» DATASET EXCERPTS
>>>>
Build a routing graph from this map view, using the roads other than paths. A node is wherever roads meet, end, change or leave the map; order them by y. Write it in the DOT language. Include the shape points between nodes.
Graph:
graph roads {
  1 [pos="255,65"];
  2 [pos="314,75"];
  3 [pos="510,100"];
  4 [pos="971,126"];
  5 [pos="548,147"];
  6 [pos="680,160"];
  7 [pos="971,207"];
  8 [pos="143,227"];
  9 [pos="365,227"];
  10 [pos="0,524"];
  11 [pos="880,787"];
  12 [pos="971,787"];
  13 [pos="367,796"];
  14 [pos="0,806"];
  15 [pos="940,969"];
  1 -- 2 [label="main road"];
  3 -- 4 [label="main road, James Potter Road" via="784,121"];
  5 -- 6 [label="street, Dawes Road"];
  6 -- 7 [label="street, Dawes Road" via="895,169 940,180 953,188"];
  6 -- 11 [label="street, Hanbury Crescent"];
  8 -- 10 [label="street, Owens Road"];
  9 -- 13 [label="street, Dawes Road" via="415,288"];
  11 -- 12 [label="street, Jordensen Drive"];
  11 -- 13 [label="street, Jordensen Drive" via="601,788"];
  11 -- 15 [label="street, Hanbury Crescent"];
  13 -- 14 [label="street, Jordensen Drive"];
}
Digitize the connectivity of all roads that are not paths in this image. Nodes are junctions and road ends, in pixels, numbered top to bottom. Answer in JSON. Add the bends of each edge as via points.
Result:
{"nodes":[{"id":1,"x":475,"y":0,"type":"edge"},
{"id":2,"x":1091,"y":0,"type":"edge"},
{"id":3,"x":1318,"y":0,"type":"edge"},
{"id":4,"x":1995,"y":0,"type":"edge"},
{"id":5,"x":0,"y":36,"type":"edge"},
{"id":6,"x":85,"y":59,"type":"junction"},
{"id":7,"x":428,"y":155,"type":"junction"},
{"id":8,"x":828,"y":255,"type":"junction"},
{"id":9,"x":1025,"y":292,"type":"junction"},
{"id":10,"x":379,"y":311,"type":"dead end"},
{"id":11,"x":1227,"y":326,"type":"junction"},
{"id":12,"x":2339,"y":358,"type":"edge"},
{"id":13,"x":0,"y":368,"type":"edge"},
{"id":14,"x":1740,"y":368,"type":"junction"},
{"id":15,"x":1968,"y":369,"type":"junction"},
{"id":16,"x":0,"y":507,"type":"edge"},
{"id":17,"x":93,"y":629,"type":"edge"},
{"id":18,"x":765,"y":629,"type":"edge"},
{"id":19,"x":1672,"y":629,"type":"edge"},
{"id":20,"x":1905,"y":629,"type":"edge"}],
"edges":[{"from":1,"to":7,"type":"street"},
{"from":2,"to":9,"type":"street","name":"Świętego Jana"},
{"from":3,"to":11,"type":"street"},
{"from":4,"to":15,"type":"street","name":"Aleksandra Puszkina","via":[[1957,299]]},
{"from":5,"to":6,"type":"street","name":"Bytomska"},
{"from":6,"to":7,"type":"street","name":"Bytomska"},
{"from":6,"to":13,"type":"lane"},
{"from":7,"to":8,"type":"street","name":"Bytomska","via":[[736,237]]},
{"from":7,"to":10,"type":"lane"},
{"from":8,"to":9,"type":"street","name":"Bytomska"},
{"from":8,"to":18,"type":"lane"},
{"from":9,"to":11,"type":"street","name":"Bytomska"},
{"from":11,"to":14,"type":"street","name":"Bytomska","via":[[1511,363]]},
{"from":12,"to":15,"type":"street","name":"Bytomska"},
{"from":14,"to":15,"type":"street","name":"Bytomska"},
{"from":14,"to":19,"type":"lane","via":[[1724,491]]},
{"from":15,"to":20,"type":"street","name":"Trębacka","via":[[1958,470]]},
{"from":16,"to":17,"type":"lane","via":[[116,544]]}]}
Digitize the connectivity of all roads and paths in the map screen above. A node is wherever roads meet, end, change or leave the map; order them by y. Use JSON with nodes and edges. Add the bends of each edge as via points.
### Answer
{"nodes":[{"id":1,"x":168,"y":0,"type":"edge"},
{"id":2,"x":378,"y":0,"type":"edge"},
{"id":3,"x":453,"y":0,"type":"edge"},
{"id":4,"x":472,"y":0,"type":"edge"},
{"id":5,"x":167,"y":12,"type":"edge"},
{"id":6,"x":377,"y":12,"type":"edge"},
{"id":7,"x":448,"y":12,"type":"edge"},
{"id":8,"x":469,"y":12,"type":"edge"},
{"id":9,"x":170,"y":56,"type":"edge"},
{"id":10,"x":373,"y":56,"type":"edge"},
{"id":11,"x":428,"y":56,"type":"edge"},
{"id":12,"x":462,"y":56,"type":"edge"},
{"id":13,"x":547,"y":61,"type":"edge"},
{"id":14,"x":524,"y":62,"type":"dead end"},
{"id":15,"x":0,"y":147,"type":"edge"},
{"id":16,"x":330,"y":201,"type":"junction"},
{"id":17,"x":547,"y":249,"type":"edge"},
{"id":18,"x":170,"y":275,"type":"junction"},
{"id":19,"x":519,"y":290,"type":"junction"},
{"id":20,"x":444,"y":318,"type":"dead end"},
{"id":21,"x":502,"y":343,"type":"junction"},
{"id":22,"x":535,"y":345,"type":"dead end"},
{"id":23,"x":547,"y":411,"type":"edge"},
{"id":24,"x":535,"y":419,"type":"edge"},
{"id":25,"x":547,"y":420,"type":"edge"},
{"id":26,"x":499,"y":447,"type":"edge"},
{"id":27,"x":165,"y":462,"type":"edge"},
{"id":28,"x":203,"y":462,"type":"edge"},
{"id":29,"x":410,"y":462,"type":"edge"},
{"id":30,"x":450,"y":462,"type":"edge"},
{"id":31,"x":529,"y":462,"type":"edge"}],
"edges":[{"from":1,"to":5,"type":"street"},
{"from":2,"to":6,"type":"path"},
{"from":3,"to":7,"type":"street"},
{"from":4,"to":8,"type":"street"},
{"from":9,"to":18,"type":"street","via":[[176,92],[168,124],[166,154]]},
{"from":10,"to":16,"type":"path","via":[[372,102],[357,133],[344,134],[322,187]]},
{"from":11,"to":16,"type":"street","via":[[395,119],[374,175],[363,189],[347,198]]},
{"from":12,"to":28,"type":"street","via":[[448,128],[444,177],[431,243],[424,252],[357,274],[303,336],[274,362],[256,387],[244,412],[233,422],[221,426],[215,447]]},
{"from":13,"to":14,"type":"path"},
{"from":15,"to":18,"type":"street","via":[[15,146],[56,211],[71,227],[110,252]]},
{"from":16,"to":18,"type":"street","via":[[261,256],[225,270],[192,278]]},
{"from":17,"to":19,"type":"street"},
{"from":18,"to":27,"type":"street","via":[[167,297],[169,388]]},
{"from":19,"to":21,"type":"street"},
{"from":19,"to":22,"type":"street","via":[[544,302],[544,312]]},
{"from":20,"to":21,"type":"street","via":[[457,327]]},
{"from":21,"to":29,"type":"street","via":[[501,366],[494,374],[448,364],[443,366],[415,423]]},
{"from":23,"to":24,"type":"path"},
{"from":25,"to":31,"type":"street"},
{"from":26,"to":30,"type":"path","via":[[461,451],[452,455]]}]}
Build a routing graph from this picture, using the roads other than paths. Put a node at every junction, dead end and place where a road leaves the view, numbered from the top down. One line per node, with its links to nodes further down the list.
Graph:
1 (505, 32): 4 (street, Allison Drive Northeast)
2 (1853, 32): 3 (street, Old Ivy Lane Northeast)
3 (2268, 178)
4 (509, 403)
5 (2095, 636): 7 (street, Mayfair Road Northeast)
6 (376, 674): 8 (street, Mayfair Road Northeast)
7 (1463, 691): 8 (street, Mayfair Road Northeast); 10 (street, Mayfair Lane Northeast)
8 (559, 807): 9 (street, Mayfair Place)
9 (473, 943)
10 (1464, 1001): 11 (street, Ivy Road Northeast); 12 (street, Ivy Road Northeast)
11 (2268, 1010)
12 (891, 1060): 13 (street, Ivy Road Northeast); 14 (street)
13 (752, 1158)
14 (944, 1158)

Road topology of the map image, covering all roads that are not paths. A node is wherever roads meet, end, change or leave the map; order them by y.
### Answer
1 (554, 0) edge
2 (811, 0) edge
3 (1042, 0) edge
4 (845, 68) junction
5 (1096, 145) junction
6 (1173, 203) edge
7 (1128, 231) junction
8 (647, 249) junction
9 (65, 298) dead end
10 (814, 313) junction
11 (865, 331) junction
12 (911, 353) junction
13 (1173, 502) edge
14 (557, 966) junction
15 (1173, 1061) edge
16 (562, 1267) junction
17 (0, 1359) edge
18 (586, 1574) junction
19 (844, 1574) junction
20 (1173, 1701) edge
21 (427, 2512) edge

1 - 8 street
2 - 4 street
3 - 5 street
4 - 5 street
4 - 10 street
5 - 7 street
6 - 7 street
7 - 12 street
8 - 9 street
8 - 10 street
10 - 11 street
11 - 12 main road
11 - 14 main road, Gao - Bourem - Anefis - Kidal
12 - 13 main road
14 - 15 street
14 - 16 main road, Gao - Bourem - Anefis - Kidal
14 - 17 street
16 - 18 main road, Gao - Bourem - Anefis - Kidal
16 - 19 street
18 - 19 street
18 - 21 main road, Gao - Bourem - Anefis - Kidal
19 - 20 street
<<<<
Restate the listing exactly, starting at its first line and ending at the line where "Digitize the connectivity of all roads that" occurs; include both and no other lines.

Build a routing graph from this map view, using the roads other than paths. A node is wherever roads meet, end, change or leave the map; order them by y. Write it in the DOT language. Include the shape points between nodes.
Graph:
graph roads {
  1 [pos="255,65"];
  2 [pos="314,75"];
  3 [pos="510,100"];
  4 [pos="971,126"];
  5 [pos="548,147"];
  6 [pos="680,160"];
  7 [pos="971,207"];
  8 [pos="143,227"];
  9 [pos="365,227"];
  10 [pos="0,524"];
  11 [pos="880,787"];
  12 [pos="971,787"];
  13 [pos="367,796"];
  14 [pos="0,806"];
  15 [pos="940,969"];
  1 -- 2 [label="main road"];
  3 -- 4 [label="main road, James Potter Road" via="784,121"];
  5 -- 6 [label="street, Dawes Road"];
  6 -- 7 [label="street, Dawes Road" via="895,169 940,180 953,188"];
  6 -- 11 [label="street, Hanbury Crescent"];
  8 -- 10 [label="street, Owens Road"];
  9 -- 13 [label="street, Dawes Road" via="415,288"];
  11 -- 12 [label="street, Jordensen Drive"];
  11 -- 13 [label="street, Jordensen Drive" via="601,788"];
  11 -- 15 [label="street, Hanbury Crescent"];
  13 -- 14 [label="street, Jordensen Drive"];
}
Digitize the connectivity of all roads that are not paths in this image. Nodes are junctions and road ends, in pixels, numbered top to bottom. Answer in JSON. Add the bends of each edge as via points.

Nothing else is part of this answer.